-- Opening Marker --

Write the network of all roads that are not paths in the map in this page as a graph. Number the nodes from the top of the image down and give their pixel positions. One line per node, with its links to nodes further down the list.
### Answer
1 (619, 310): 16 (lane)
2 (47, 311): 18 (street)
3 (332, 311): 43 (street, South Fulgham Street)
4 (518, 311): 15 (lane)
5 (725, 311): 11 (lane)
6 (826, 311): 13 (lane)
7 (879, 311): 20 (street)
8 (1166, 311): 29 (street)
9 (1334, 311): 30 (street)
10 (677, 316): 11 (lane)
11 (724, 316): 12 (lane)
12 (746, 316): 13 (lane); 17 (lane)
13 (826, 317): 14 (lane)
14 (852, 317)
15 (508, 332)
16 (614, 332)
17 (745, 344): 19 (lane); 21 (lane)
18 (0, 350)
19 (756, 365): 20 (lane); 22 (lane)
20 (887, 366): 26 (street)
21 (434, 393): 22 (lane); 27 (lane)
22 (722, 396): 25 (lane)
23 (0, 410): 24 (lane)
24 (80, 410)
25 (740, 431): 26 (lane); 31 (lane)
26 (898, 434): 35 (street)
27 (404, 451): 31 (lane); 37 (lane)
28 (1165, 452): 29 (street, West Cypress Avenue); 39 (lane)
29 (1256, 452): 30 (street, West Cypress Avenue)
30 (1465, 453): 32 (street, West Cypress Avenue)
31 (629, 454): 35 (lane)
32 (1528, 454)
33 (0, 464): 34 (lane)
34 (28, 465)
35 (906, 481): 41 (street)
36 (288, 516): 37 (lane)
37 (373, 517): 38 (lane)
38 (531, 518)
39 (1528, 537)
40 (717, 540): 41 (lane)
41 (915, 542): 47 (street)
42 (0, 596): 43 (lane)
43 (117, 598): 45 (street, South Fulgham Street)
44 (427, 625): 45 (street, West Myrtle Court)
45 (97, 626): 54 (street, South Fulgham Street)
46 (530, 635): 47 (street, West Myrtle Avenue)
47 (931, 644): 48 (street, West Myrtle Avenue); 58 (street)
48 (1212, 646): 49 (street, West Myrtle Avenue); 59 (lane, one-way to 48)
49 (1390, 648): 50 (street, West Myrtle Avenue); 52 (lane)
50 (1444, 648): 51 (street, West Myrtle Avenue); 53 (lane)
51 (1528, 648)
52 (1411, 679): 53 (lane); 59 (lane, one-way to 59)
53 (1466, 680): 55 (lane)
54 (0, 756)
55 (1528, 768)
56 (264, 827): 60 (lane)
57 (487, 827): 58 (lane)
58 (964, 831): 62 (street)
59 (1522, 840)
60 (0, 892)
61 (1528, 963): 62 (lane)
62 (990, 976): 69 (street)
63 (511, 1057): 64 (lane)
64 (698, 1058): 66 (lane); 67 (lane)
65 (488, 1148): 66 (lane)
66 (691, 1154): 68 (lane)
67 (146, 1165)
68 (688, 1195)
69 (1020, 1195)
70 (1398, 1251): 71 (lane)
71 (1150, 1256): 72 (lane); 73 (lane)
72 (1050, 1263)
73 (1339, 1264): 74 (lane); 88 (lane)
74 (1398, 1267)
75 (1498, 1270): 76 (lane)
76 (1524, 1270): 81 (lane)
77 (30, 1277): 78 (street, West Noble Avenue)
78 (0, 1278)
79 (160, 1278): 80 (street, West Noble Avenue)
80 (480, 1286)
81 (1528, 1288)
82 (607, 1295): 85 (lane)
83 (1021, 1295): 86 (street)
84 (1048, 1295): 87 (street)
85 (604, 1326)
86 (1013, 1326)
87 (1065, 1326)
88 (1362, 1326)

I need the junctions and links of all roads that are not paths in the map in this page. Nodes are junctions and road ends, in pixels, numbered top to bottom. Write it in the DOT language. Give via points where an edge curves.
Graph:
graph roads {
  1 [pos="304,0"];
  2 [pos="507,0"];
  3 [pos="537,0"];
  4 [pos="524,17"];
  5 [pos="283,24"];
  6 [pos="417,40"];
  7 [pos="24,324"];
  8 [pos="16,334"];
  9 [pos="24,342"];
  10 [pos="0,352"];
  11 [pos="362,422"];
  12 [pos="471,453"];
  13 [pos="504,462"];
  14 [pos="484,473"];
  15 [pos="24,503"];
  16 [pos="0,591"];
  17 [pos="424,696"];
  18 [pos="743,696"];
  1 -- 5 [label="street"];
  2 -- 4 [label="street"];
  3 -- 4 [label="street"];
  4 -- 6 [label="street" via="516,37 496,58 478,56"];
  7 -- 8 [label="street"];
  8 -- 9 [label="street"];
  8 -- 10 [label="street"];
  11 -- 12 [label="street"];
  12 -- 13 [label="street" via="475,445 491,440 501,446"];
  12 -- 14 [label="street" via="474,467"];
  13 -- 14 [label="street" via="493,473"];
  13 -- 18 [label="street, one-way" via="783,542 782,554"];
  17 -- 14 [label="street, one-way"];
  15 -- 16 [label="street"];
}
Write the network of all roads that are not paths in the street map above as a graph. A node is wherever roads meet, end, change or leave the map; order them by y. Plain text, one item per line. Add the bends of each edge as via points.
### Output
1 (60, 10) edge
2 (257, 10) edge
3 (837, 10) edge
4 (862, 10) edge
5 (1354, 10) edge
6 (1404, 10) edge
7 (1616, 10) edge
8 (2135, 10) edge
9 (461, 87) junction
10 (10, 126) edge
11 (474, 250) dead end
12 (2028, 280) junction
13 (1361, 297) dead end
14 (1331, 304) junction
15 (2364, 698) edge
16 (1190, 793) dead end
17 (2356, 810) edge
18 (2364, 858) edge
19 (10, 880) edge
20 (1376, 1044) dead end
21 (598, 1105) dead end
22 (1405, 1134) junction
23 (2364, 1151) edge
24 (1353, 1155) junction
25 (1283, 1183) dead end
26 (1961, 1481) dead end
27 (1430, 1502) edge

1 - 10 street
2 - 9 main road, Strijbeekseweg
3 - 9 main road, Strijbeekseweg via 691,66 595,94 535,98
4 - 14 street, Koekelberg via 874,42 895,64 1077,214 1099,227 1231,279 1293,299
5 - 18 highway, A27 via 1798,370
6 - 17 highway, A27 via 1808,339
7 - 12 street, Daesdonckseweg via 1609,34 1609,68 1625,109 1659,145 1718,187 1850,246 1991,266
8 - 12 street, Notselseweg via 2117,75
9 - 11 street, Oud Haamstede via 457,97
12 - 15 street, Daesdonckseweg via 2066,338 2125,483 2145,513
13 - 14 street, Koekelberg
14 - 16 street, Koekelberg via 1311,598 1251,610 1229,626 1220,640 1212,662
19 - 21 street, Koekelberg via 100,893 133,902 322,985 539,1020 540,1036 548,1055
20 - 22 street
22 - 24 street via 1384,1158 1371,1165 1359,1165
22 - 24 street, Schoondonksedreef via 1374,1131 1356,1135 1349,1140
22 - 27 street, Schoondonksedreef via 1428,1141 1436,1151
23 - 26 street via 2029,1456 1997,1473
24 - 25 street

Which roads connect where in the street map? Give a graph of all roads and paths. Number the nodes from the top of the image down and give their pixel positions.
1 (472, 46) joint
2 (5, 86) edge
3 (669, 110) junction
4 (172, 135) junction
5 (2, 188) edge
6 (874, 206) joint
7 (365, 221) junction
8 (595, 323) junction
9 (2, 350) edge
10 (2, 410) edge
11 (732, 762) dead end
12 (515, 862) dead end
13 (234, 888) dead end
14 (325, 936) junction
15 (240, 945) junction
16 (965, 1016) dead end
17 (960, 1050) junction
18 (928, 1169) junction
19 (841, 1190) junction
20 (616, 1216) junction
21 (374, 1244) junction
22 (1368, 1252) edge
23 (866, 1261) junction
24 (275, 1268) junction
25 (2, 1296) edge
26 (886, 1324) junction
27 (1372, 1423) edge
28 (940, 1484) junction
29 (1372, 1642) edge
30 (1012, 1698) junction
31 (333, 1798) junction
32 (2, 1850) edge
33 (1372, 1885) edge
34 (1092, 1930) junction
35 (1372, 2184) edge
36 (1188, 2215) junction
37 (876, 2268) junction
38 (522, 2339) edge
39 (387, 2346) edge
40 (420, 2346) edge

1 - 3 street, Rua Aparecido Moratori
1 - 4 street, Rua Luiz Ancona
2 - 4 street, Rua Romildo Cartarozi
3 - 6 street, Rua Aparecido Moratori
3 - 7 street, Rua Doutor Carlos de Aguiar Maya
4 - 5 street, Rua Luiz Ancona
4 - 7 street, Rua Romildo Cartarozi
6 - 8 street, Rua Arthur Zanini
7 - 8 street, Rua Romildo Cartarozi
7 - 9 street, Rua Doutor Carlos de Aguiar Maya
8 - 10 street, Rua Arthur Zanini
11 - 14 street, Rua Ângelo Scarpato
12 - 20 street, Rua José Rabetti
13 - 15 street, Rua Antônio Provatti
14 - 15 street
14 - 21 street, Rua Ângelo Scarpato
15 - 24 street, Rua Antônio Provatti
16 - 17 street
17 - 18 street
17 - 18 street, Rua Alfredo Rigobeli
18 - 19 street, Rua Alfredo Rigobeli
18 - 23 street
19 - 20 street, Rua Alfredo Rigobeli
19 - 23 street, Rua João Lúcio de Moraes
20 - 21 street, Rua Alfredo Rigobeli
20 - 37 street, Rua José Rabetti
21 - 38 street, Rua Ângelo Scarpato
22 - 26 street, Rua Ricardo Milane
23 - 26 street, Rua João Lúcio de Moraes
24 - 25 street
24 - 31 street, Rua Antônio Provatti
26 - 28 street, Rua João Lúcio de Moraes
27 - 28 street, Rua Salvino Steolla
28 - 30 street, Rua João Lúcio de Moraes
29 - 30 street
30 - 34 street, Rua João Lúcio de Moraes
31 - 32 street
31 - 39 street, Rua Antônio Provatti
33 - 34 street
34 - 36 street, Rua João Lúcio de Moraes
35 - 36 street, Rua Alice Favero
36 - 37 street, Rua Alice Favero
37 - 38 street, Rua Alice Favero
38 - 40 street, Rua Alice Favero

-- Closing Marker --

» **What is needed**
The answer should be a single number: the count of lines in the records that hold the string "down".

» **Solution to the problem**
2